[Start of section]

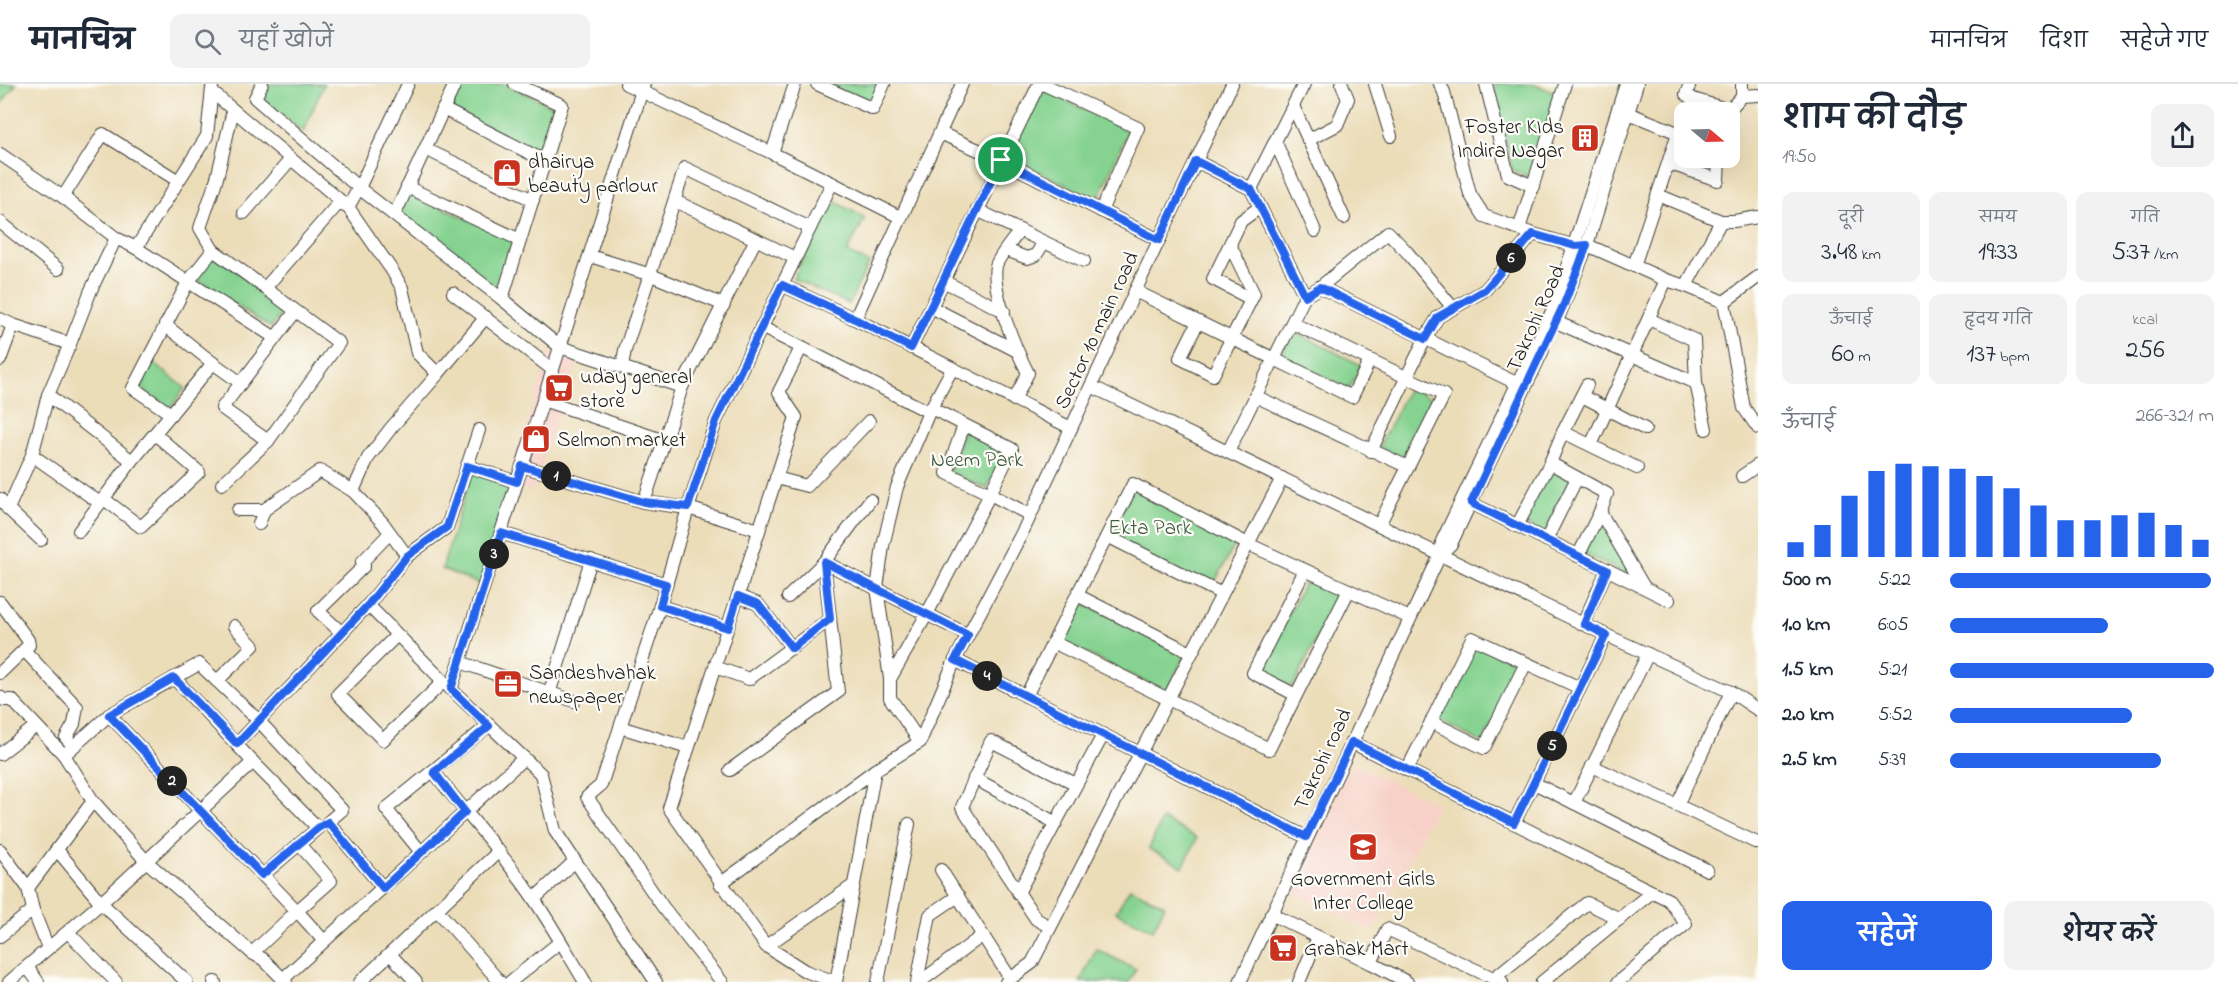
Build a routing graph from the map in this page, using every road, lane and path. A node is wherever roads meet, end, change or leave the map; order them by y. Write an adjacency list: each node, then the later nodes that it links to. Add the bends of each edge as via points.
1 (262, 84): 51 (street, via 255,98)
2 (408, 84): 51 (street)
3 (455, 84): 28 (street)
4 (515, 84): 41 (street, via 562,105)
5 (626, 84): 23 (street)
6 (795, 84): 37 (street)
7 (817, 84): 8 (street, via 873,109)
8 (884, 84)
9 (962, 84): 31 (street)
10 (1038, 84): 40 (street)
11 (1043, 84): 60 (street, via 1138,128)
12 (1232, 84): 42 (street, Sector 10 main road)
13 (1304, 84): 26 (street)
14 (1342, 84): 33 (street, via 1348,99 1337,125)
15 (1375, 84): 32 (street)
16 (1486, 84): 49 (street, via 1508,174)
17 (1626, 84): 79 (street)
18 (1637, 84): 29 (street, Takrohi Road)
19 (1690, 84): 24 (street, via 1686,94 1693,99 1729,110)
20 (1562, 85): 49 (street)
21 (1443, 87): 69 (street, via 1470,194 1484,216)
22 (212, 88): 27 (street); 47 (street, via 207,136)
23 (643, 88): 37 (street); 83 (street)
24 (1742, 90): 25 (street)
25 (1758, 95)
26 (1293, 106): 33 (street); 34 (street)
27 (233, 110): 39 (street); 81 (street, via 200,228)
28 (443, 110): 35 (street); 41 (street)
29 (1628, 113): 30 (street); 79 (street, Takrohi Road)
30 (1674, 131)
31 (940, 133): 40 (street); 63 (street)
32 (1391, 136)
33 (1308, 140): 65 (street)
34 (1275, 141): 52 (street); 71 (street)
35 (425, 149): 50 (street); 55 (street)
36 (1674, 150): 43 (street)
37 (772, 153): 48 (street)
38 (0, 154): 54 (street)
39 (291, 159): 57 (street); 61 (street)
40 (1001, 160): 59 (street); 60 (street)
41 (545, 161): 55 (street)
42 (1196, 161): 52 (street); 76 (street, Sector 10 main road)
43 (1668, 163): 44 (street); 53 (street)
44 (1674, 165)
45 (1683, 168): 46 (street, via 1718,180)
46 (1719, 168)
47 (177, 180): 54 (street, via 103,134); 80 (street)
48 (832, 183): 63 (street); 68 (street)
49 (1533, 186): 69 (street)
50 (407, 187): 62 (street); 75 (street)
51 (359, 188): 57 (street); 62 (street)
52 (1251, 189): 58 (street)
53 (1658, 195): 66 (street); 86 (street)
54 (63, 197): 73 (street)
55 (533, 200): 75 (street)
56 (675, 201): 68 (street, via 685,168); 74 (street); 88 (street)
57 (348, 207): 96 (street, via 338,204); 134 (street, via 402,288 417,353)
58 (1260, 207): 78 (street, via 1241,221); 99 (street)
59 (977, 210): 70 (street); 91 (street)
60 (1101, 211): 76 (street)
61 (244, 213)
62 (395, 214): 100 (street)
63 (900, 217): 110 (street)
64 (1758, 217): 66 (street)
65 (1344, 218)
66 (1721, 221): 94 (street)
67 (0, 222): 87 (street)
68 (810, 228): 84 (street)
69 (1519, 229): 72 (street)
70 (1020, 231): 77 (street); 82 (street)
71 (1315, 231)
72 (1533, 234): 79 (street); 105 (street, via 1485,290)
73 (116, 238): 80 (street); 121 (street, via 90,290)
74 (756, 239): 84 (street); 103 (street)
75 (520, 240): 100 (street)
76 (1159, 240): 97 (street, Sector 10 main road)
77 (1044, 242): 82 (street, via 1035,255 1027,258); 85 (street)
78 (1230, 245): 101 (street, via 1254,294); 101 (street, via 1214,279)
79 (1581, 246): 86 (street); 113 (street, Takrohi Road); 139 (street)
80 (136, 248): 92 (street)
81 (213, 250): 92 (street); 96 (street)
82 (1006, 250): 106 (street, via 996,265)
83 (590, 255): 88 (street); 122 (street)
84 (795, 258): 93 (street)
85 (1084, 261)
86 (1634, 266): 90 (street)
87 (58, 269)
88 (651, 275): 103 (street); 131 (street)
89 (1758, 277): 102 (street)
90 (1666, 280): 94 (street); 111 (street)
91 (943, 281): 104 (street); 106 (street)
92 (188, 282): 116 (street); 118 (street)
93 (782, 285): 110 (street); 117 (street)
94 (1686, 286): 102 (street)
95 (1320, 287): 99 (street); 105 (street, via 1388,232); 120 (street)
96 (265, 288): 107 (street)
97 (1136, 291): 112 (street); 138 (street, Sector 10 main road)
98 (453, 293): 108 (street)
99 (1305, 296): 114 (street)
100 (502, 299): 122 (street)
101 (1251, 299): 119 (street)
102 (1724, 302): 151 (street, via 1744,408)
103 (724, 305): 140 (street)
104 (931, 307): 124 (street); 125 (street)
105 (1453, 308): 120 (street, via 1438,317)
106 (1004, 311): 125 (street)
107 (295, 312): 118 (street); 157 (street, via 339,343)
108 (486, 317): 133 (street); 134 (street)
109 (0, 319): 115 (street)
110 (855, 319): 124 (street)
111 (1648, 319): 126 (street); 137 (street, via 1694,340)
112 (1198, 322): 119 (street); 119 (street, via 1180,358 1213,375)
113 (1556, 322): 126 (street); 139 (street, Takrohi Road)
114 (1292, 323): 128 (street); 129 (street)
115 (13, 325): 121 (street); 127 (street)
116 (165, 325): 130 (street); 147 (street, via 133,388)
117 (761, 327): 123 (street); 183 (street, via 716,421)
118 (274, 337): 136 (street)
119 (1231, 339): 128 (street)
120 (1425, 339): 135 (street); 139 (street)
121 (70, 344): 141 (street)
122 (560, 347): 131 (street); 133 (street)
123 (801, 348): 146 (street); 171 (street, via 779,392 796,417)
124 (911, 348): 132 (street)
125 (1017, 351): 143 (street, via 1028,373)
126 (1632, 354): 137 (street); 145 (street)
127 (0, 360)
128 (1273, 360): 129 (street, via 1352,398); 142 (street)
129 (1370, 360): 135 (street)
130 (213, 363): 136 (street); 147 (street)
131 (622, 367): 140 (street)
132 (952, 369): 143 (street); 146 (street)
133 (553, 370): 144 (street)
134 (438, 374): 176 (street, via 368,458)
135 (1407, 377): 160 (street); 168 (street, via 1444,395)
136 (241, 382): 157 (street, via 222,408)
137 (1696, 383): 153 (street)
138 (1091, 386): 150 (street, Sector 10 main road); 161 (street)
139 (1521, 386): 181 (street, Takrohi Road); 199 (street, via 1442,541)
140 (682, 387): 158 (street)
141 (48, 396): 162 (street); 163 (street)
142 (1255, 396): 160 (street); 161 (street)
143 (1014, 399): 150 (street)
144 (543, 400): 158 (street); 167 (street)
145 (1607, 409): 152 (street); 155 (street, via 1585,390); 159 (street)
146 (930, 410): 149 (street); 207 (street, via 897,487)
147 (171, 414): 156 (street)
148 (869, 421): 171 (street, via 807,486)
149 (964, 425): 177 (street, via 947,473); 177 (street, via 1012,449)
150 (1071, 428): 187 (street, Sector 10 main road)
151 (1758, 428)
152 (1645, 429)
153 (1706, 429)
154 (479, 430): 166 (street)
155 (1563, 432): 159 (street); 164 (street)
156 (155, 434): 163 (street); 179 (street, via 199,472 141,527)
157 (268, 441): 175 (street)
158 (665, 441): 180 (street)
159 (1591, 445): 169 (street)
160 (1371, 451): 168 (street)
161 (1228, 452): 172 (street)
162 (32, 454): 179 (street); 182 (street)
163 (132, 461): 179 (street)
164 (1550, 463): 173 (street); 190 (street)
165 (1758, 465): 170 (street)
166 (467, 466): 174 (street); 200 (street, via 447,527)
167 (522, 466): 174 (street); 180 (street)
168 (1408, 467): 189 (street)
169 (1637, 468)
170 (1742, 476)
171 (776, 478): 191 (street)
172 (1282, 478): 189 (street); 198 (street)
173 (1577, 478): 186 (street, via 1607,494); 197 (street)
174 (517, 482): 194 (street)
175 (222, 484)
176 (353, 491): 185 (street, via 320,471); 193 (street)
177 (990, 494): 187 (street); 218 (street)
178 (870, 500): 203 (street)
179 (102, 501): 192 (street)
180 (644, 502): 183 (street)
181 (1471, 503): 190 (street); 199 (street, Takrohi Road, via 1451,544)
182 (4, 504): 196 (street)
183 (688, 507): 191 (street); 206 (street)
184 (238, 510): 185 (street)
185 (264, 510): 188 (street)
186 (1600, 512): 201 (street); 208 (street)
187 (1030, 515): 226 (street, Sector 10 main road)
188 (259, 524)
189 (1379, 525): 199 (street)
190 (1517, 526): 197 (street)
191 (759, 530): 212 (street)
192 (80, 531)
193 (390, 533): 200 (street); 224 (street, via 362,562 364,566 318,611)
194 (501, 533): 202 (street); 234 (street)
195 (1107, 536): 198 (street, via 1133,484); 210 (street); 211 (street)
196 (41, 540)
197 (1546, 540): 201 (street)
198 (1248, 544): 204 (street); 210 (street)
199 (1440, 555): 219 (street, Takrohi road); 221 (street)
200 (407, 556): 216 (street)
201 (1578, 556): 205 (street)
202 (591, 560): 206 (street); 244 (street)
203 (824, 562): 207 (street); 213 (street); 220 (street)
204 (1305, 570): 209 (street); 245 (street, via 1253,673)
205 (1607, 570): 208 (street); 221 (street)
206 (666, 584): 217 (street)
207 (877, 588): 218 (street); 239 (street)
208 (1644, 588): 214 (street)
209 (1349, 590): 219 (street); 245 (street)
210 (1222, 594): 231 (street)
211 (1077, 595): 228 (street); 231 (street)
212 (738, 596): 223 (street); 229 (street, via 758,604)
213 (788, 597)
214 (1669, 600)
215 (0, 602): 230 (street, via 28,640)
216 (368, 605): 224 (street); 225 (street)
217 (660, 606): 223 (street); 256 (street)
218 (927, 614): 226 (street); 239 (street)
219 (1410, 618): 259 (street, Takrohi road)
220 (830, 619): 229 (street); 269 (street, via 838,692)
221 (1584, 624): 227 (street)
222 (234, 626): 240 (street, via 253,646)
223 (728, 628): 236 (street)
224 (342, 633): 252 (street)
225 (397, 635): 241 (street); 241 (street, via 338,694 383,740)
226 (968, 635): 233 (street, Sector 10 main road)
227 (1606, 635): 232 (street); 242 (street)
228 (1053, 642): 246 (street); 248 (street)
229 (792, 648): 236 (street, via 749,679)
230 (24, 650): 237 (street); 261 (street, via 77,707 66,738)
231 (1191, 653): 248 (street)
232 (1648, 654): 243 (street); 268 (street)
233 (955, 660): 246 (street); 258 (street, Sector 10 main road)
234 (460, 662): 241 (street); 244 (street)
235 (1526, 663): 242 (street); 253 (street, via 1472,638); 253 (street, via 1484,748)
236 (715, 667): 262 (street)
237 (0, 673)
238 (174, 678): 240 (street, via 199,664); 251 (street); 260 (street)
239 (890, 679): 258 (street, via 890,698)
240 (217, 681): 252 (street)
241 (447, 685): 255 (street)
242 (1580, 688): 274 (street)
243 (1731, 692): 250 (street); 278 (street)
244 (549, 694): 249 (street)
245 (1296, 695): 248 (street, via 1269,749)
246 (1026, 696): 257 (street)
247 (0, 697): 254 (street, via 12,700)
248 (1167, 698): 263 (street)
249 (574, 701)
250 (1758, 710)
251 (109, 715): 261 (street); 279 (street)
252 (259, 721): 260 (street); 284 (street, via 342,810)
253 (1431, 722): 271 (street)
254 (36, 726): 264 (street); 265 (street)
255 (489, 726): 266 (street); 272 (street)
256 (620, 727): 262 (street); 338 (street, via 602,785 587,797 663,907)
257 (1103, 735): 263 (street); 275 (street)
258 (920, 742): 270 (street)
259 (1352, 742): 271 (street); 285 (street, Takrohi road)
260 (237, 744): 267 (street)
261 (73, 746): 265 (street)
262 (688, 748): 298 (street, via 669,808)
263 (1139, 753): 285 (street); 312 (street)
264 (0, 754)
265 (64, 755): 276 (street)
266 (524, 758): 280 (street); 293 (street, via 541,774 555,831)
267 (253, 762): 279 (street); 284 (street)
268 (1592, 766): 277 (street); 278 (street)
269 (730, 770)
270 (875, 770): 298 (street); 299 (street)
271 (1407, 770): 282 (street)
272 (434, 772): 280 (street); 291 (street, via 386,809)
273 (974, 778): 275 (street, via 991,741); 281 (street); 303 (street, via 962,807)
274 (1534, 783): 277 (street); 282 (street)
275 (1076, 784): 281 (street)
276 (93, 801): 289 (street); 292 (street)
277 (1574, 803): 296 (street)
278 (1677, 805): 286 (street)
279 (199, 810): 292 (street); 297 (street)
280 (465, 812): 290 (street); 291 (street)
281 (1056, 823): 303 (street)
282 (1514, 823): 302 (street)
283 (909, 824): 339 (street)
284 (323, 825): 287 (street); 301 (street)
285 (1306, 837): 310 (street, Takrohi road)
286 (1758, 843)
287 (299, 844): 297 (street); 309 (street, via 331,881)
288 (0, 850): 294 (street)
289 (58, 851): 300 (street); 306 (street)
290 (499, 851): 305 (street); 308 (street)
291 (421, 852): 301 (street)
292 (147, 861): 306 (street); 321 (street)
293 (575, 861): 305 (street); 337 (street)
294 (5, 866): 300 (street)
295 (941, 870): 304 (street)
296 (1707, 870)
297 (262, 875): 309 (street)
298 (720, 884): 319 (street)
299 (854, 885): 319 (street); 319 (street, via 836,982 806,971)
300 (28, 888): 307 (street)
301 (383, 888): 317 (street)
302 (1652, 892): 311 (street); 345 (street, via 1669,900 1686,924)
303 (1018, 893): 312 (street, via 1035,919)
304 (958, 896): 314 (street); 340 (street, via 930,915)
305 (534, 899): 318 (street)
306 (101, 903): 313 (street); 331 (street)
307 (33, 910): 315 (street); 320 (street)
308 (437, 910): 322 (street); 334 (street)
309 (297, 911): 317 (street); 321 (street)
310 (1271, 914): 316 (street); 341 (street, Takrohi road)
311 (1620, 919): 327 (street, via 1587,903); 344 (street)
312 (1050, 927): 326 (street, via 1032,963)
313 (68, 932): 320 (street); 330 (street)
314 (982, 935): 326 (street); 340 (street)
315 (0, 936)
316 (1318, 937): 323 (street); 342 (street)
317 (324, 941): 325 (street)
318 (560, 942): 335 (street); 336 (street)
319 (766, 946)
320 (48, 948): 324 (street)
321 (252, 953): 325 (street)
322 (390, 954): 332 (street); 333 (street)
323 (1371, 963): 327 (street, via 1387,929); 343 (street)
324 (28, 968): 328 (street); 329 (street)
325 (285, 980)
326 (1008, 980)
327 (1498, 980)
328 (9, 982)
329 (38, 982)
330 (116, 982)
331 (187, 982)
332 (360, 982)
333 (416, 982)
334 (500, 982)
335 (510, 982)
336 (585, 982)
337 (656, 982)
338 (722, 982)
339 (878, 982)
340 (918, 982)
341 (1240, 982)
342 (1299, 982)
343 (1407, 982)
344 (1542, 982)
345 (1618, 982)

[End of section]

▶ Problem to solve:
Search the records for the string "Sector" and, wherever a line contains it, please copy that line.

▶ Response box:
12 (1232, 84): 42 (street, Sector 10 main road)
42 (1196, 161): 52 (street); 76 (street, Sector 10 main road)
76 (1159, 240): 97 (street, Sector 10 main road)
97 (1136, 291): 112 (street); 138 (street, Sector 10 main road)
138 (1091, 386): 150 (street, Sector 10 main road); 161 (street)
150 (1071, 428): 187 (street, Sector 10 main road)
187 (1030, 515): 226 (street, Sector 10 main road)
226 (968, 635): 233 (street, Sector 10 main road)
233 (955, 660): 246 (street); 258 (street, Sector 10 main road)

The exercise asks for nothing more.